For beginners, mixed staining is the best way to test, generally take Staphylococcus aureus (Gram +) and Escherichia coli (Gram -) after mixed staining, according to the degree of color differentiation evaluation of staining results, the example is as follows.
However, after entering the job, it was discovered that the original Gram's dyeing technology was not as simple as it was used in school.
First, the object of Gram staining is the cell wall of bacteria. Other fungi may not be used as fungi or spores. Bacterial age is important, too tender cell walls have not yet formed, too old may melt again. If the inhibitor on the inhibitory plate just inhibits the cell wall, then your Gram's staining is also ineffective.
Secondly, Gram's staining is only a taxonomically anthropogenic method, not a precise judgment of whether black or white (or purple or red). Some bacteria, after staining, show a mixture of purple and red, which can not be distinguished from the naked eye. In addition, some bacteria, such as Bacillus, Vibrio butyricum and Clostridium, tend to have thinner peptidoglycan layers on their cell walls during growth, leading to changes in the results of Gram staining (from positive to negative). There are also some bacteria, such as Mycobacterium, tuberculosis and leprosy bacilli, whose Gram staining results are unpredictable.
The following is an example I encountered in actual dyeing. The result is red and belongs to gram negative. But in the picture, what do you see in the position of the circle? Yes, there is no coloring spore. Do they have gram negative bacillus? It's just a small probability. The main reason is that the age of the bacteria is too old to produce spores and how to dye them.

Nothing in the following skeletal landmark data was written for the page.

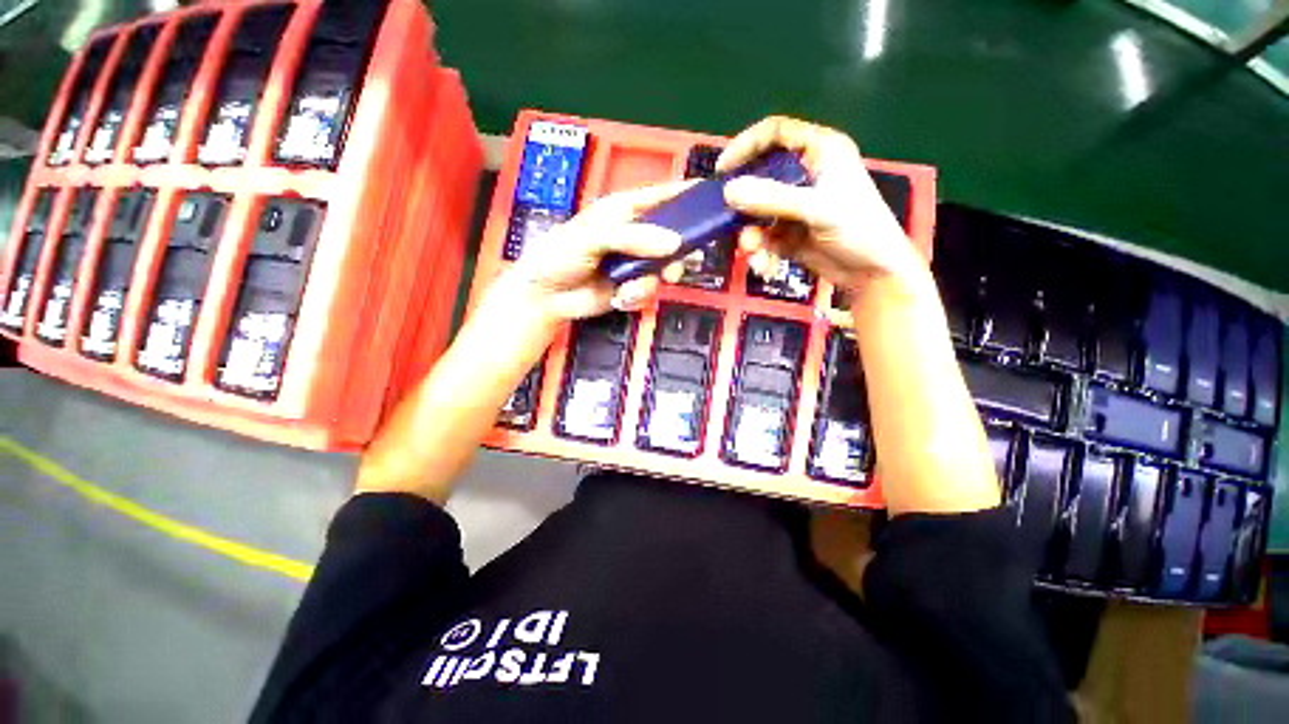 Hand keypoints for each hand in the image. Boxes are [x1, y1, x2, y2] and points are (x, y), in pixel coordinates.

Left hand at [496, 182, 692, 321]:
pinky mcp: (632, 287)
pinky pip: (649, 291)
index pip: (663, 195)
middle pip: (674, 237)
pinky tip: (618, 297)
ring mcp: (635, 263)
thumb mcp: (593, 237)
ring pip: (665, 269)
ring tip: (629, 288)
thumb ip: (633, 237)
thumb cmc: (561, 254)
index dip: (688, 195)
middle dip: (677, 255)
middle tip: (674, 268)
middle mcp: (636, 235)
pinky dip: (636, 296)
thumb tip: (675, 243)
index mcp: (625, 210)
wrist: (545, 296)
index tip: (714, 200)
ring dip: (651, 281)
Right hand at [719, 116, 930, 305]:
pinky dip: (759, 251)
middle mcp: (805, 175)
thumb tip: (728, 191)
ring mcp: (795, 206)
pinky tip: (764, 265)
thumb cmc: (858, 229)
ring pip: (758, 212)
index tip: (722, 169)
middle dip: (744, 203)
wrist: (874, 274)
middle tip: (727, 219)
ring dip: (750, 234)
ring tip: (752, 252)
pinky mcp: (790, 234)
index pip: (776, 133)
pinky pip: (763, 237)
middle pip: (761, 176)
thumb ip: (773, 198)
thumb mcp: (817, 209)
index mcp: (820, 151)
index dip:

To sum up, in practice, it is important to note that the bacteria that need to be stained should be single colonies on the basic plate (without selectivity), fresh cultures (in the exponential period of the growth curve), and the bacteria should be thin. Gram staining results are the basis of almost all bacterial identification techniques: the selection of biochemical identification cards, matrix selection of mass spectrometry bacteria and so on. For identification, please dye it first.